* WHAT IS BEING ASKED
Give a faithful, exact copy of all entries, minus the images.

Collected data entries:
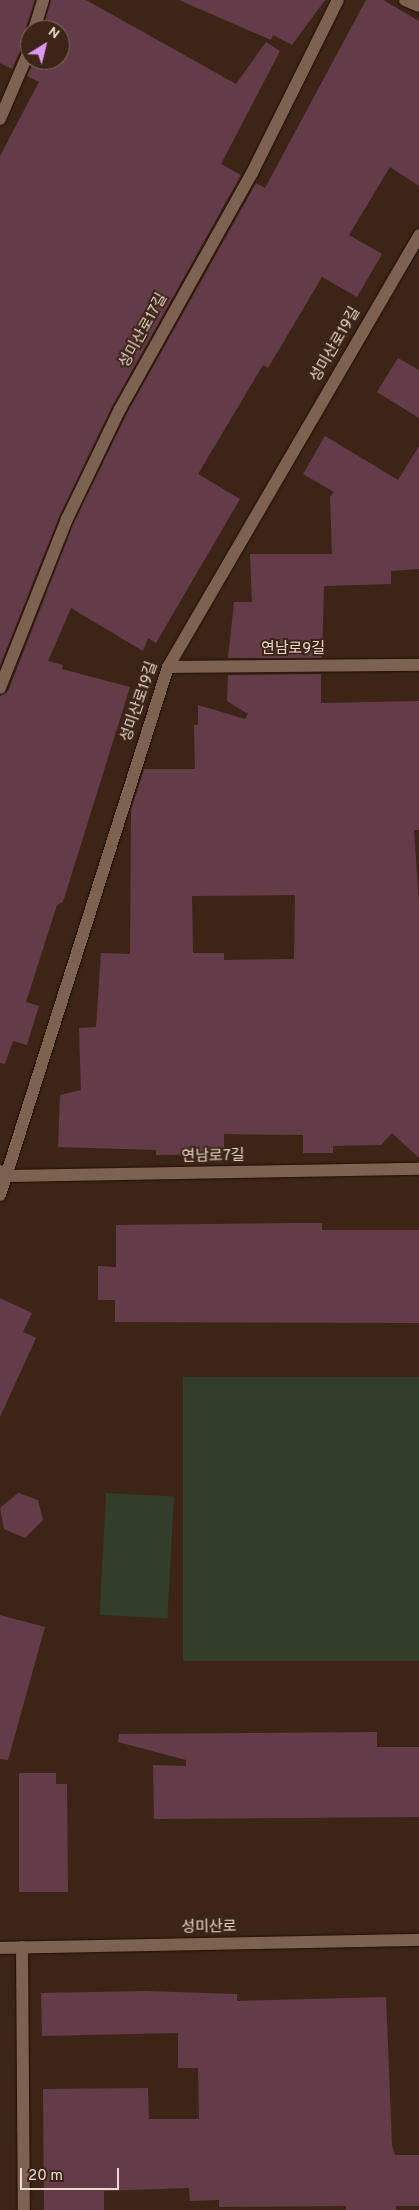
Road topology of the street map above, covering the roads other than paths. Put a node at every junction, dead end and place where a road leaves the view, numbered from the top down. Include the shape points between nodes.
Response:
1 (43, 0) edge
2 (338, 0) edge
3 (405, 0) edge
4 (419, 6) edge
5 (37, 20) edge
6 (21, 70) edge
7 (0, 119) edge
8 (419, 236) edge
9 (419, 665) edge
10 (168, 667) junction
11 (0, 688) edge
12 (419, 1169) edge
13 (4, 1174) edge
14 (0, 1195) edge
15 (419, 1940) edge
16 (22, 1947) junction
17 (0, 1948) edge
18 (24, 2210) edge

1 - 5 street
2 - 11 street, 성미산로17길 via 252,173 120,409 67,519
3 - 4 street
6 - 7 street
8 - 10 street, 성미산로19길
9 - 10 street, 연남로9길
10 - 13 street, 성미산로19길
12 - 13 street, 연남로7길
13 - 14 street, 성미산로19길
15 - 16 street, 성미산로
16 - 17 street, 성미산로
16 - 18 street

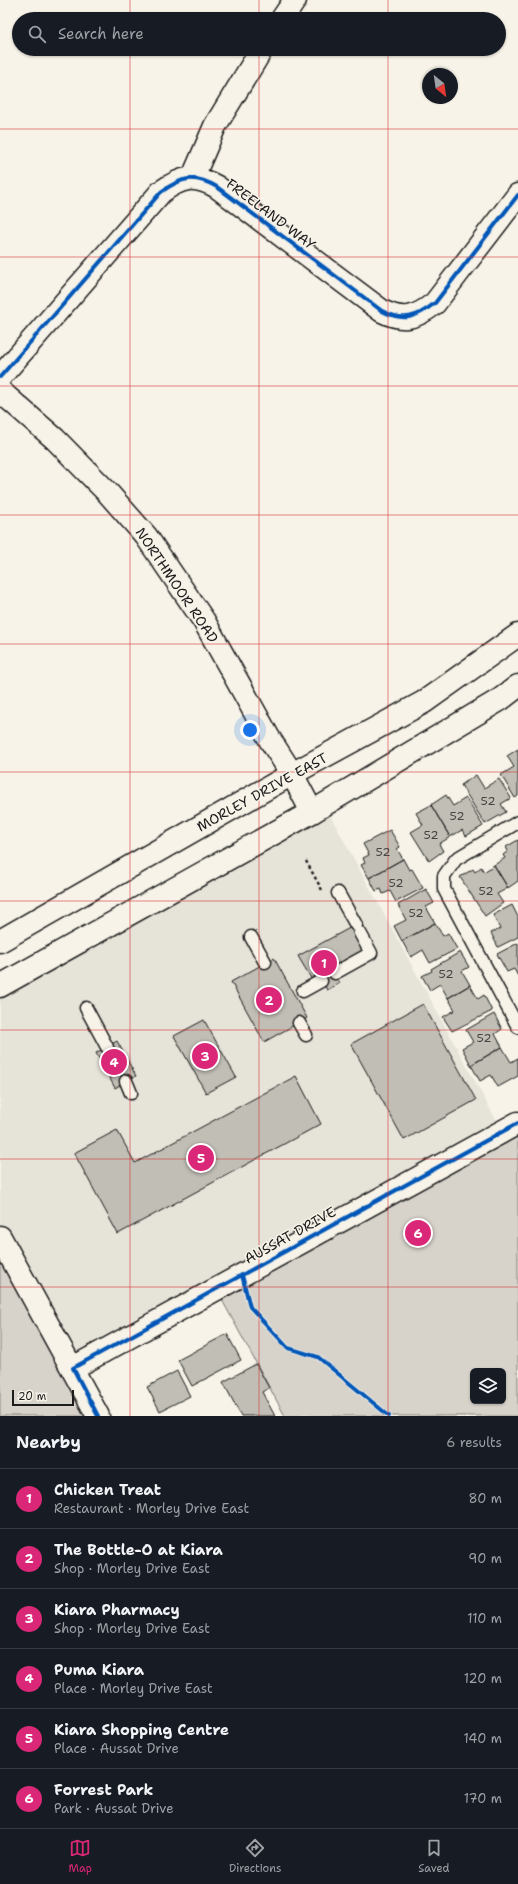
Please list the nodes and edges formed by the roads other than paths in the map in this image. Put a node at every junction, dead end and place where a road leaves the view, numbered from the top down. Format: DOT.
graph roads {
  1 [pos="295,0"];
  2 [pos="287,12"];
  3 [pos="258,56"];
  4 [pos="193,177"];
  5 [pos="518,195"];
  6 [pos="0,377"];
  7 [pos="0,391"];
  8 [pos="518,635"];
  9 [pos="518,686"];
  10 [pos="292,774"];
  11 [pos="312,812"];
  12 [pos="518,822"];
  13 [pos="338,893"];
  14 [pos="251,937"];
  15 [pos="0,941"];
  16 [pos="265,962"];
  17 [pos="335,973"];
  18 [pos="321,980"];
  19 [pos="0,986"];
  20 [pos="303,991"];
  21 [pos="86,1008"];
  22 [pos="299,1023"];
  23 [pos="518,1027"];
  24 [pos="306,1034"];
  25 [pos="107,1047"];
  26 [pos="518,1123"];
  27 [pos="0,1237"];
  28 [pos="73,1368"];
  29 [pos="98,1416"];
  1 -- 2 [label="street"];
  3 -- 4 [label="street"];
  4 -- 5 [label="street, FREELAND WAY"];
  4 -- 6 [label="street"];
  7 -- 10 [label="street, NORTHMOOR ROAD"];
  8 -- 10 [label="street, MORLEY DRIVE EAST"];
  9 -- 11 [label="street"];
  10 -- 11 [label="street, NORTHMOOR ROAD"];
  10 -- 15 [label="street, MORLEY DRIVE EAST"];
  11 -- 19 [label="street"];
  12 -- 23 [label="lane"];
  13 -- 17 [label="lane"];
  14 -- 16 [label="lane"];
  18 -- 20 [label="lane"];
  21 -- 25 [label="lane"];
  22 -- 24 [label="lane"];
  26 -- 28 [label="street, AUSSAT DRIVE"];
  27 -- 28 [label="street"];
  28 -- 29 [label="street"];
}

* SOLUTION BELOW
Road topology of the street map above, covering the roads other than paths. Put a node at every junction, dead end and place where a road leaves the view, numbered from the top down. Include the shape points between nodes.
Response:
1 (43, 0) edge
2 (338, 0) edge
3 (405, 0) edge
4 (419, 6) edge
5 (37, 20) edge
6 (21, 70) edge
7 (0, 119) edge
8 (419, 236) edge
9 (419, 665) edge
10 (168, 667) junction
11 (0, 688) edge
12 (419, 1169) edge
13 (4, 1174) edge
14 (0, 1195) edge
15 (419, 1940) edge
16 (22, 1947) junction
17 (0, 1948) edge
18 (24, 2210) edge

1 - 5 street
2 - 11 street, 성미산로17길 via 252,173 120,409 67,519
3 - 4 street
6 - 7 street
8 - 10 street, 성미산로19길
9 - 10 street, 연남로9길
10 - 13 street, 성미산로19길
12 - 13 street, 연남로7길
13 - 14 street, 성미산로19길
15 - 16 street, 성미산로
16 - 17 street, 성미산로
16 - 18 street

Please list the nodes and edges formed by the roads other than paths in the map in this image. Put a node at every junction, dead end and place where a road leaves the view, numbered from the top down. Format: DOT.
graph roads {
  1 [pos="295,0"];
  2 [pos="287,12"];
  3 [pos="258,56"];
  4 [pos="193,177"];
  5 [pos="518,195"];
  6 [pos="0,377"];
  7 [pos="0,391"];
  8 [pos="518,635"];
  9 [pos="518,686"];
  10 [pos="292,774"];
  11 [pos="312,812"];
  12 [pos="518,822"];
  13 [pos="338,893"];
  14 [pos="251,937"];
  15 [pos="0,941"];
  16 [pos="265,962"];
  17 [pos="335,973"];
  18 [pos="321,980"];
  19 [pos="0,986"];
  20 [pos="303,991"];
  21 [pos="86,1008"];
  22 [pos="299,1023"];
  23 [pos="518,1027"];
  24 [pos="306,1034"];
  25 [pos="107,1047"];
  26 [pos="518,1123"];
  27 [pos="0,1237"];
  28 [pos="73,1368"];
  29 [pos="98,1416"];
  1 -- 2 [label="street"];
  3 -- 4 [label="street"];
  4 -- 5 [label="street, FREELAND WAY"];
  4 -- 6 [label="street"];
  7 -- 10 [label="street, NORTHMOOR ROAD"];
  8 -- 10 [label="street, MORLEY DRIVE EAST"];
  9 -- 11 [label="street"];
  10 -- 11 [label="street, NORTHMOOR ROAD"];
  10 -- 15 [label="street, MORLEY DRIVE EAST"];
  11 -- 19 [label="street"];
  12 -- 23 [label="lane"];
  13 -- 17 [label="lane"];
  14 -- 16 [label="lane"];
  18 -- 20 [label="lane"];
  21 -- 25 [label="lane"];
  22 -- 24 [label="lane"];
  26 -- 28 [label="street, AUSSAT DRIVE"];
  27 -- 28 [label="street"];
  28 -- 29 [label="street"];
}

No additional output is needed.